◆ Task
Among the entries that follow, some lines contain the word "roads". Show all of them.

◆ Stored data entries
+ + + + + + +

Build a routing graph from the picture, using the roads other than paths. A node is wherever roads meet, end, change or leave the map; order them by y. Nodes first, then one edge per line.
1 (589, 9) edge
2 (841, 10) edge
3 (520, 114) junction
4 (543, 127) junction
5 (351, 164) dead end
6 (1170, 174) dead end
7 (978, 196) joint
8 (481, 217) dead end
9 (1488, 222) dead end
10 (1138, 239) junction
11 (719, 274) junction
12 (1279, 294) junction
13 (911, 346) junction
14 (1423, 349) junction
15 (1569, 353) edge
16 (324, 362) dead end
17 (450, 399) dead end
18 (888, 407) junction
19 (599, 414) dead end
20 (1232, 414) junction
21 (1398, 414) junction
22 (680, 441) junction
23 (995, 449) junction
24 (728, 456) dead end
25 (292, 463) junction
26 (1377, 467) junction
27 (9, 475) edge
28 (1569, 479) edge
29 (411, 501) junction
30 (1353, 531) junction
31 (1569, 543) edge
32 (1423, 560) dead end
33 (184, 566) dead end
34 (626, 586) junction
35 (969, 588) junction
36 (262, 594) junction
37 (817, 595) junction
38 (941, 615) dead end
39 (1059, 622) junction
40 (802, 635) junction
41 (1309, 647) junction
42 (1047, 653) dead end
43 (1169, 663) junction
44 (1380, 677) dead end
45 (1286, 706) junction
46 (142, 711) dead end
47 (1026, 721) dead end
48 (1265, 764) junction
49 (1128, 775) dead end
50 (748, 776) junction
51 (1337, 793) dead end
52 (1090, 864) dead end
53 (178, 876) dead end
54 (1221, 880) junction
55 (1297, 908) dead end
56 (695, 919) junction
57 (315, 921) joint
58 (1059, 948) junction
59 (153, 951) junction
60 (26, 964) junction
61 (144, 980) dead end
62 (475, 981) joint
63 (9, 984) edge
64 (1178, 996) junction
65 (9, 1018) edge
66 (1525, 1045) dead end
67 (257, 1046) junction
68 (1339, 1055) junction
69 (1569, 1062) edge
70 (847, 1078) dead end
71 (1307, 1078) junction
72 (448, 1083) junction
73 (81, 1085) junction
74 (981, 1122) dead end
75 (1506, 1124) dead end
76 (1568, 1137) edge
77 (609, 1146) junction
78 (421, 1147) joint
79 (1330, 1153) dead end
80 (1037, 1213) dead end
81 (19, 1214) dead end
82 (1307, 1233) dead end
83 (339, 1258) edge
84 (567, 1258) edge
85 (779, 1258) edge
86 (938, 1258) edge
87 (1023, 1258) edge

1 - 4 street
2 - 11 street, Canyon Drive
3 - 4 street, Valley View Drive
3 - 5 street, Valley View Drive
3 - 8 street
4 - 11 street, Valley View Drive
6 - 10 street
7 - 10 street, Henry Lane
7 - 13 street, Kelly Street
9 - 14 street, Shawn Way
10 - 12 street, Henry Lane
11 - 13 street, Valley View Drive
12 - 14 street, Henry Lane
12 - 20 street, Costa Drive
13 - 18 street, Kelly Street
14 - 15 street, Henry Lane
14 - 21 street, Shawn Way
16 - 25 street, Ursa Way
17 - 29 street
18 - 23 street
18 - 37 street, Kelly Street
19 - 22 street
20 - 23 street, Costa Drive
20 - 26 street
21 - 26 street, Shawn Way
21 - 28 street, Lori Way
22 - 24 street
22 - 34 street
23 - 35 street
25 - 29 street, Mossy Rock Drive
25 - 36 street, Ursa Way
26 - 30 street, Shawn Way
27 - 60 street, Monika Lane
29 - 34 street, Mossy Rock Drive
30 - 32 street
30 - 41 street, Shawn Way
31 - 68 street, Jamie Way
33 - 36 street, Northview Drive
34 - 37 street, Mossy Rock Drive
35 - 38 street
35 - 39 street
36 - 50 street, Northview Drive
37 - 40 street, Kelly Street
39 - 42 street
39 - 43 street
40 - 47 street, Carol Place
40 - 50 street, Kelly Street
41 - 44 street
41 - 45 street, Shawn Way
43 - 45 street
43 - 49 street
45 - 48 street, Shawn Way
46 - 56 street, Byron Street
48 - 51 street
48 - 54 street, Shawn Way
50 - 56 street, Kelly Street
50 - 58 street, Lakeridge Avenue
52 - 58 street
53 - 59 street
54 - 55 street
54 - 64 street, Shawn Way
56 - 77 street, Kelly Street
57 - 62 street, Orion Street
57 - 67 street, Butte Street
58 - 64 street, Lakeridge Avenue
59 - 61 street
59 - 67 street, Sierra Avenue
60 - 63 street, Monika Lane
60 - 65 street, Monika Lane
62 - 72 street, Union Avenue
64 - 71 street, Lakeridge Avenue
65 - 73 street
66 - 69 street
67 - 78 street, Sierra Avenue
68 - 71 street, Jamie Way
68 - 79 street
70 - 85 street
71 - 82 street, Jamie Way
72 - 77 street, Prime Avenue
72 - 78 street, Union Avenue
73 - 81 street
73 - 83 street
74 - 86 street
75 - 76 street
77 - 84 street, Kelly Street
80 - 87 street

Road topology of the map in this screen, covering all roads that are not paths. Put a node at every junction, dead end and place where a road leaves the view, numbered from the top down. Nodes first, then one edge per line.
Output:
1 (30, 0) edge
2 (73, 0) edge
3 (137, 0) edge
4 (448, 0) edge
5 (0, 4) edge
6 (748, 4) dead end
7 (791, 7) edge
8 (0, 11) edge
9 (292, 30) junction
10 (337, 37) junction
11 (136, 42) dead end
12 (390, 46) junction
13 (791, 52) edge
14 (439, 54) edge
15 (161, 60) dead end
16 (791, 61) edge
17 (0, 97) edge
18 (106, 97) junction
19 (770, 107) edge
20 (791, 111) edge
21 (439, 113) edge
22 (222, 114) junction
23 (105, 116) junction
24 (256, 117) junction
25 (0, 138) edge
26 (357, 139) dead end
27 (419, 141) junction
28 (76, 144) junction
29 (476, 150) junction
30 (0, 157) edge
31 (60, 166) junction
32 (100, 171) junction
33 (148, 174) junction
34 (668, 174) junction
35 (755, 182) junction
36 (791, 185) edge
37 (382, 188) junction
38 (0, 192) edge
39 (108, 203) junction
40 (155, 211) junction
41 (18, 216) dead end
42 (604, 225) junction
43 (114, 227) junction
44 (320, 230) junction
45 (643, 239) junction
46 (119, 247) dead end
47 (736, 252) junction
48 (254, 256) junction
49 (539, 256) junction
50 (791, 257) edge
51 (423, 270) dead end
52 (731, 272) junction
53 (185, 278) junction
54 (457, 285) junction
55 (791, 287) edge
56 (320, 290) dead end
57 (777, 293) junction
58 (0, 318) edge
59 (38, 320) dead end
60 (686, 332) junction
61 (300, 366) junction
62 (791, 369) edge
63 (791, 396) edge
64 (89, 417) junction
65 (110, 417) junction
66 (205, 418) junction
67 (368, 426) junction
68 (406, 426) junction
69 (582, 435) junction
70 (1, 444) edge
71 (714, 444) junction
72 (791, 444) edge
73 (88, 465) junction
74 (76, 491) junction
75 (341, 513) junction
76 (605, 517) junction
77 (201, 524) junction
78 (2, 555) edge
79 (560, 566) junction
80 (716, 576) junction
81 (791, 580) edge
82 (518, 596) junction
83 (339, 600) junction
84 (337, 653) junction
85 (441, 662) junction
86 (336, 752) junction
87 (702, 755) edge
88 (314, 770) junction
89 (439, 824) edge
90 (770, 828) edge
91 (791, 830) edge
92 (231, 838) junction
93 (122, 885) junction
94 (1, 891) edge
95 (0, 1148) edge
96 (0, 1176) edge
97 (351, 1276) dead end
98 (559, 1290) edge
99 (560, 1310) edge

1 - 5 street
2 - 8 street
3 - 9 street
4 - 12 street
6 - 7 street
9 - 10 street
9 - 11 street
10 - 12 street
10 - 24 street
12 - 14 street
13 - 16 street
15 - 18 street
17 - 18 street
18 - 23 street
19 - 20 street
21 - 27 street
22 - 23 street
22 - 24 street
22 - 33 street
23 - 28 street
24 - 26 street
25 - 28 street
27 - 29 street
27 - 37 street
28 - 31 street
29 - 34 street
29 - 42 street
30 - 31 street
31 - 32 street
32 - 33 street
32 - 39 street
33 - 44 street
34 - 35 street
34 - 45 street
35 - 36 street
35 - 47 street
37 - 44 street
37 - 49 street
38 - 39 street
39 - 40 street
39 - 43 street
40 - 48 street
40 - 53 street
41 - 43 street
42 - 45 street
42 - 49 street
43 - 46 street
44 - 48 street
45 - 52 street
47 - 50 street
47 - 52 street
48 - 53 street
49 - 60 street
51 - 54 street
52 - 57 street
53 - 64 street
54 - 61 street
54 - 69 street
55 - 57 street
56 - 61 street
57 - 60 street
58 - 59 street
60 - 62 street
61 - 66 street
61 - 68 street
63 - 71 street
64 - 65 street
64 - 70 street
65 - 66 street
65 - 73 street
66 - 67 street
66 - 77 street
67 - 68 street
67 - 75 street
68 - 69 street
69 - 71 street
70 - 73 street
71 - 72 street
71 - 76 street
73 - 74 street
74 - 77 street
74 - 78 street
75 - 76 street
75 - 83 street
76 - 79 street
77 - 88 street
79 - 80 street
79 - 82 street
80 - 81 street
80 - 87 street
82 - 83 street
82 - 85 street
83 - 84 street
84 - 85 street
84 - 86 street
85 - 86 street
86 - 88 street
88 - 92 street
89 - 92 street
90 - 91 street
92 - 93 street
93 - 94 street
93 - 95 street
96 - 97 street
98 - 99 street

+ + + + + + +

◆ Answer for the task
Build a routing graph from the picture, using the roads other than paths. A node is wherever roads meet, end, change or leave the map; order them by y. Nodes first, then one edge per line.
Road topology of the map in this screen, covering all roads that are not paths. Put a node at every junction, dead end and place where a road leaves the view, numbered from the top down. Nodes first, then one edge per line.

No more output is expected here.